> **RECORDS SHOWN**
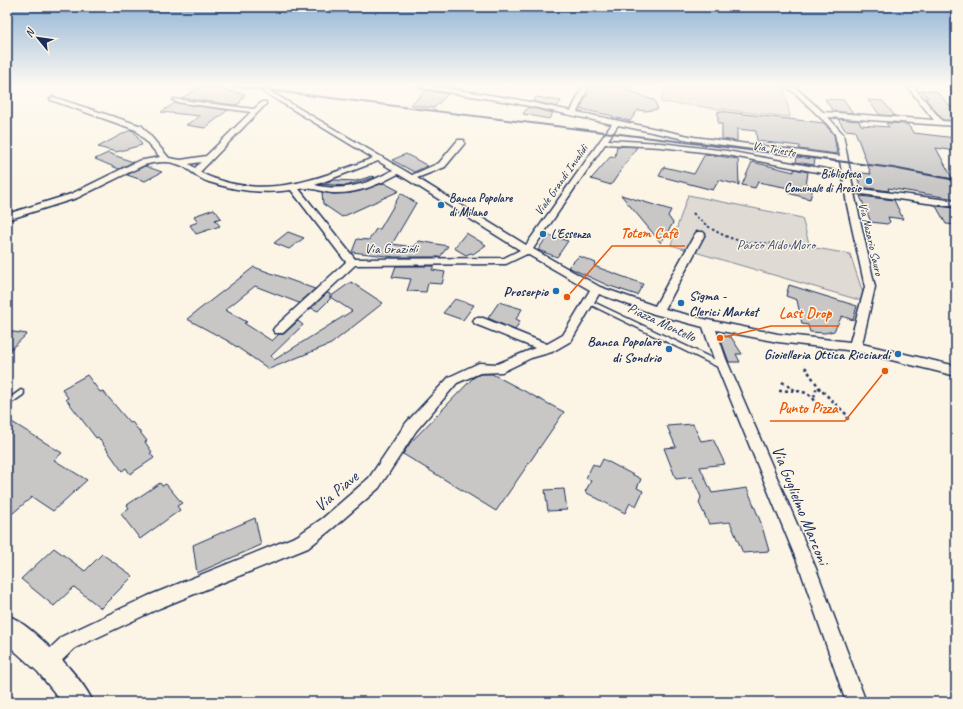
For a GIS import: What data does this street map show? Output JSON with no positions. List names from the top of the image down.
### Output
{
  "streets": {
    "street": [
      "Via Trieste",
      "Viale Grandi Invalidi",
      "Via Nazario Sauro",
      "Via Grazioli",
      "Piazza Montello",
      "Via Piave",
      "Via Guglielmo Marconi"
    ]
  },
  "crossings": [
    ["Via Trieste", "Viale Grandi Invalidi"],
    ["Via Trieste", "Via Nazario Sauro"],
    ["Viale Grandi Invalidi", "Via Grazioli"],
    ["Viale Grandi Invalidi", "Piazza Montello"],
    ["Via Nazario Sauro", "Piazza Montello"],
    ["Via Grazioli", "Piazza Montello"],
    ["Piazza Montello", "Via Piave"],
    ["Piazza Montello", "Via Guglielmo Marconi"]
  ],
  "parks": ["Parco Aldo Moro"],
  "places": [
    "Biblioteca Comunale di Arosio",
    "Banca Popolare di Milano",
    "L'Essenza",
    "Proserpio",
    "Totem Cafè",
    "Sigma - Clerici Market",
    "Last Drop",
    "Banca Popolare di Sondrio",
    "Gioielleria Ottica Ricciardi",
    "Punto Pizza"
  ],
  "north": "top left"
}
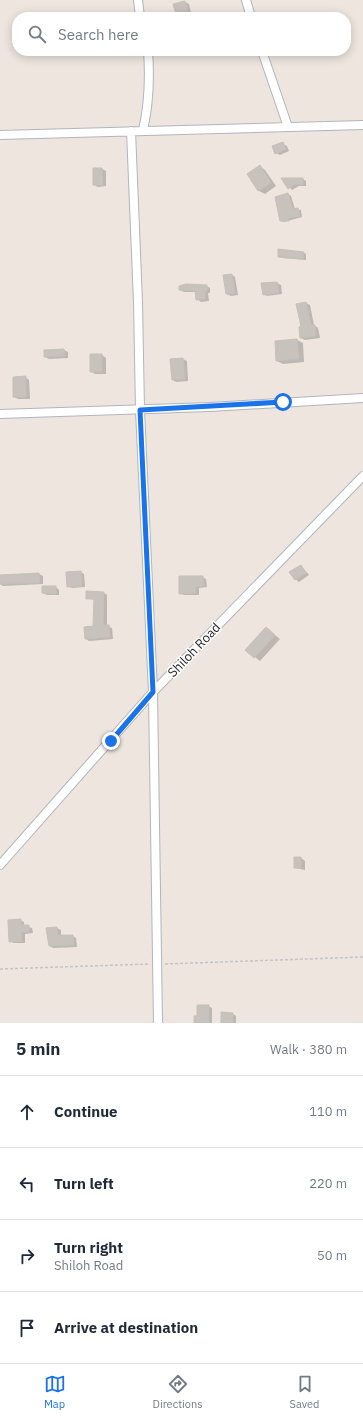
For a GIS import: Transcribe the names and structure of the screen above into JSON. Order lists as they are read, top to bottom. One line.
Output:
{"streets":{"street":["Shiloh Road"]},"page":{"search":"Search here","heading":["5 min","Walk · 380 m"],"list":[["Continue","110 m"],["Turn left","220 m"],["Turn right","Shiloh Road","50 m"],"Arrive at destination"],"nav":["Map","Directions","Saved"]}}
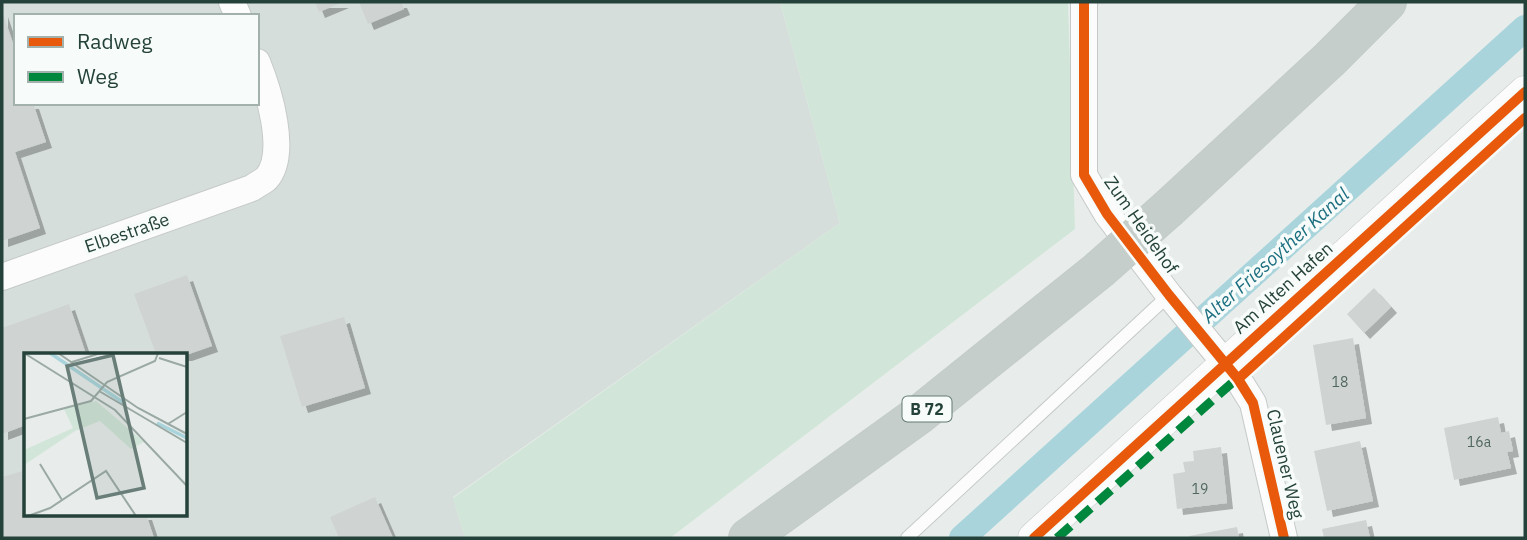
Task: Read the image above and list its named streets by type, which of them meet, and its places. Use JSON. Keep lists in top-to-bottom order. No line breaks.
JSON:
{"streets":{"highway":["B 72"],"street":["Zum Heidehof","Elbestraße","Am Alten Hafen","Clauener Weg"]},"crossings":[["Zum Heidehof","Am Alten Hafen"],["Zum Heidehof","Clauener Weg"],["Am Alten Hafen","Clauener Weg"]],"water":["Alter Friesoyther Kanal"],"house_numbers":["18","16a","19"],"legend":["Radweg","Weg"]}
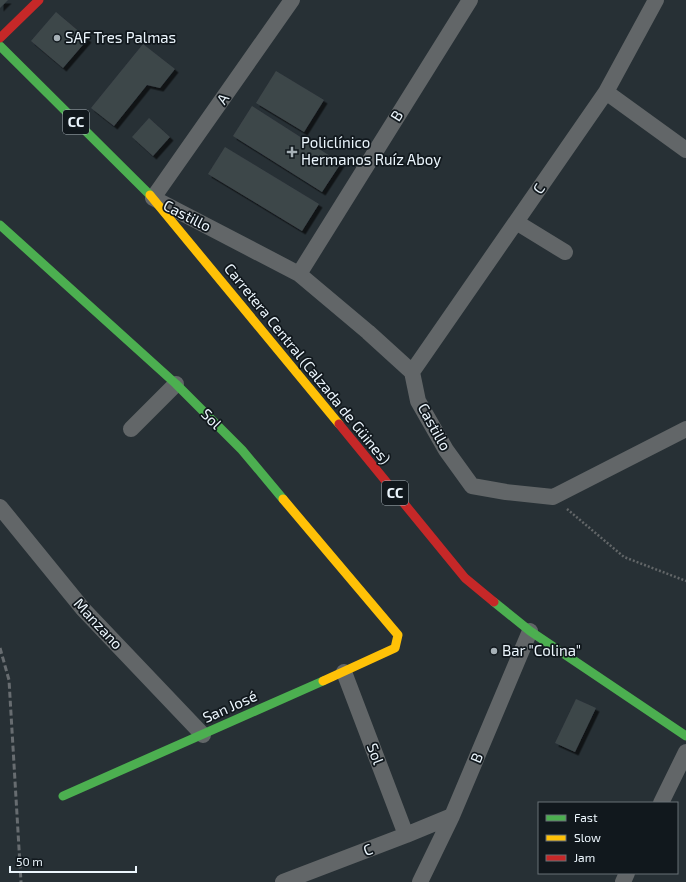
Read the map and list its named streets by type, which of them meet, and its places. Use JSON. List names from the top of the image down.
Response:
{
  "streets": {
    "street": [
      "A",
      "B",
      "CC",
      "C",
      "Castillo",
      "Carretera Central (Calzada de Güines)",
      "Sol",
      "Manzano",
      "San José"
    ]
  },
  "crossings": [
    ["A", "Castillo"],
    ["A", "Carretera Central (Calzada de Güines)"],
    ["B", "C"],
    ["B", "Castillo"],
    ["B", "Carretera Central (Calzada de Güines)"],
    ["C", "Castillo"],
    ["C", "Sol"],
    ["Castillo", "Carretera Central (Calzada de Güines)"],
    ["Sol", "San José"],
    ["Manzano", "San José"]
  ],
  "places": {
    "other": ["SAF Tres Palmas", "Bar \"Colina\""],
    "health": ["Policlínico Hermanos Ruíz Aboy"]
  },
  "legend": ["Fast", "Slow", "Jam"],
  "scale_bar": "50 m"
}
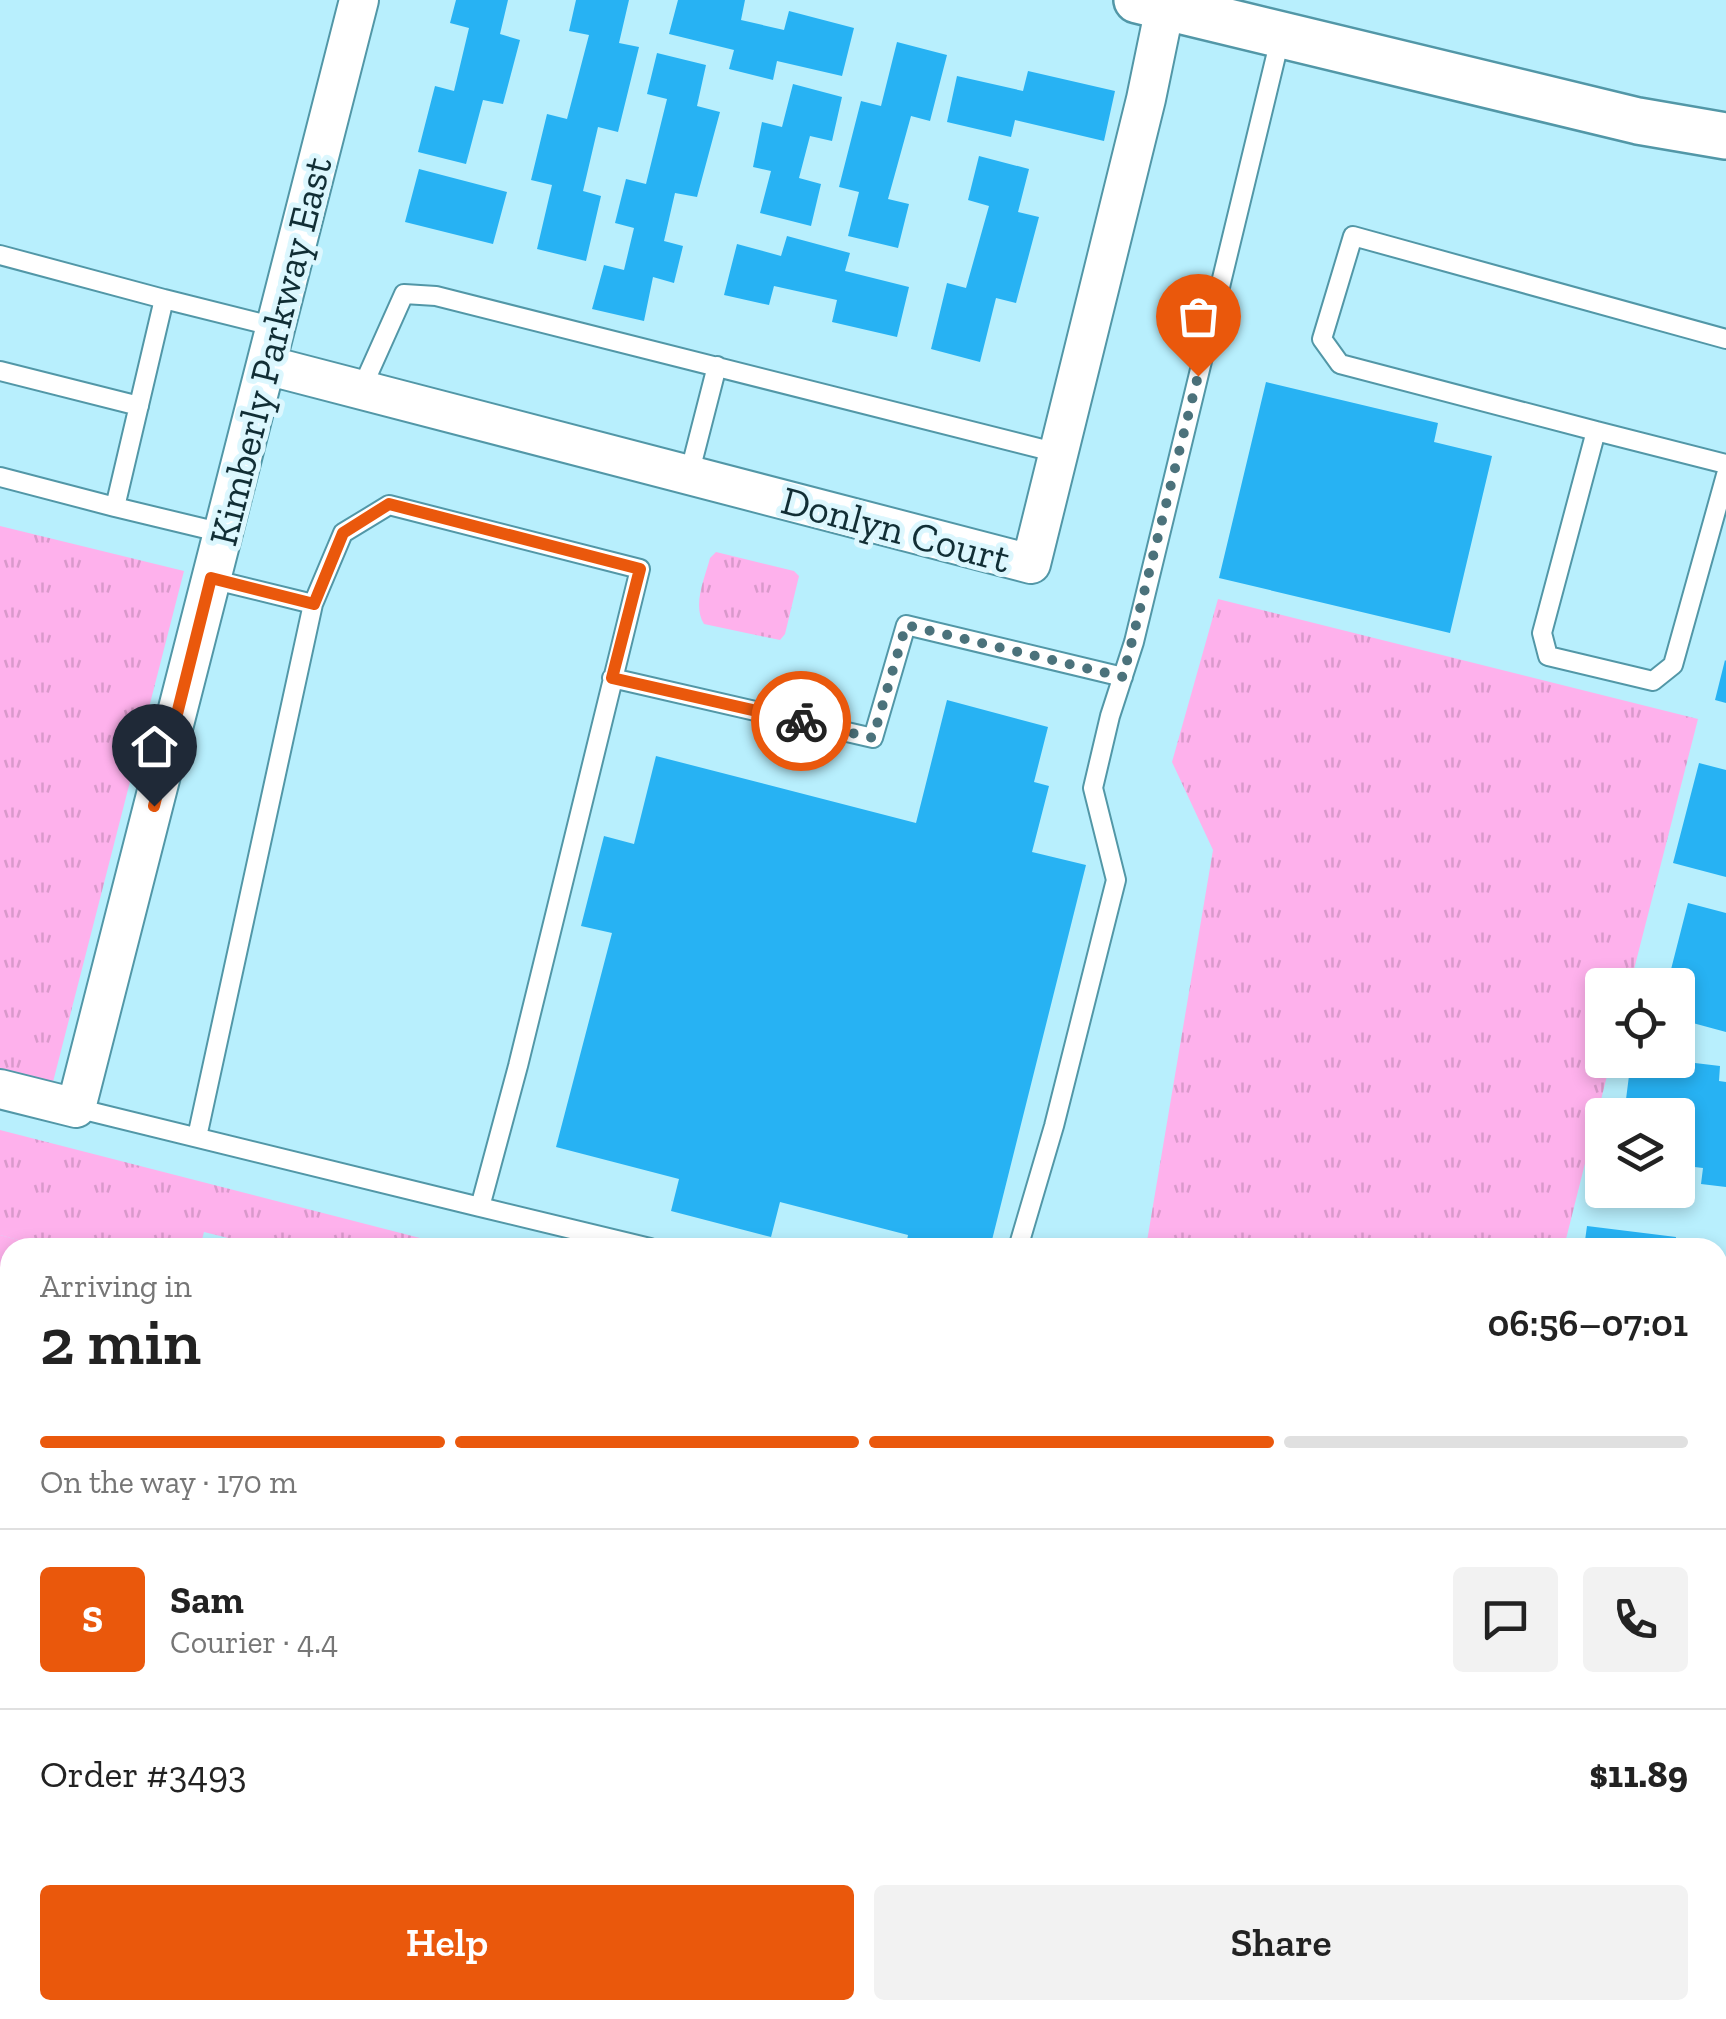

> **WHAT IS BEING ASKED**
An unchanged copy of the data, images excluded, is all that should be given.

> **OUTPUT FOR THIS EXERCISE**
For a GIS import: What data does this street map show? Output JSON with no positions. List names from the top of the image down.
### Output
{
  "streets": {
    "street": [
      "Via Trieste",
      "Viale Grandi Invalidi",
      "Via Nazario Sauro",
      "Via Grazioli",
      "Piazza Montello",
      "Via Piave",
      "Via Guglielmo Marconi"
    ]
  },
  "crossings": [
    ["Via Trieste", "Viale Grandi Invalidi"],
    ["Via Trieste", "Via Nazario Sauro"],
    ["Viale Grandi Invalidi", "Via Grazioli"],
    ["Viale Grandi Invalidi", "Piazza Montello"],
    ["Via Nazario Sauro", "Piazza Montello"],
    ["Via Grazioli", "Piazza Montello"],
    ["Piazza Montello", "Via Piave"],
    ["Piazza Montello", "Via Guglielmo Marconi"]
  ],
  "parks": ["Parco Aldo Moro"],
  "places": [
    "Biblioteca Comunale di Arosio",
    "Banca Popolare di Milano",
    "L'Essenza",
    "Proserpio",
    "Totem Cafè",
    "Sigma - Clerici Market",
    "Last Drop",
    "Banca Popolare di Sondrio",
    "Gioielleria Ottica Ricciardi",
    "Punto Pizza"
  ],
  "north": "top left"
}
For a GIS import: Transcribe the names and structure of the screen above into JSON. Order lists as they are read, top to bottom. One line.
Output:
{"streets":{"street":["Shiloh Road"]},"page":{"search":"Search here","heading":["5 min","Walk · 380 m"],"list":[["Continue","110 m"],["Turn left","220 m"],["Turn right","Shiloh Road","50 m"],"Arrive at destination"],"nav":["Map","Directions","Saved"]}}
Task: Read the image above and list its named streets by type, which of them meet, and its places. Use JSON. Keep lists in top-to-bottom order. No line breaks.
JSON:
{"streets":{"highway":["B 72"],"street":["Zum Heidehof","Elbestraße","Am Alten Hafen","Clauener Weg"]},"crossings":[["Zum Heidehof","Am Alten Hafen"],["Zum Heidehof","Clauener Weg"],["Am Alten Hafen","Clauener Weg"]],"water":["Alter Friesoyther Kanal"],"house_numbers":["18","16a","19"],"legend":["Radweg","Weg"]}
Read the map and list its named streets by type, which of them meet, and its places. Use JSON. List names from the top of the image down.
Response:
{
  "streets": {
    "street": [
      "A",
      "B",
      "CC",
      "C",
      "Castillo",
      "Carretera Central (Calzada de Güines)",
      "Sol",
      "Manzano",
      "San José"
    ]
  },
  "crossings": [
    ["A", "Castillo"],
    ["A", "Carretera Central (Calzada de Güines)"],
    ["B", "C"],
    ["B", "Castillo"],
    ["B", "Carretera Central (Calzada de Güines)"],
    ["C", "Castillo"],
    ["C", "Sol"],
    ["Castillo", "Carretera Central (Calzada de Güines)"],
    ["Sol", "San José"],
    ["Manzano", "San José"]
  ],
  "places": {
    "other": ["SAF Tres Palmas", "Bar \"Colina\""],
    "health": ["Policlínico Hermanos Ruíz Aboy"]
  },
  "legend": ["Fast", "Slow", "Jam"],
  "scale_bar": "50 m"
}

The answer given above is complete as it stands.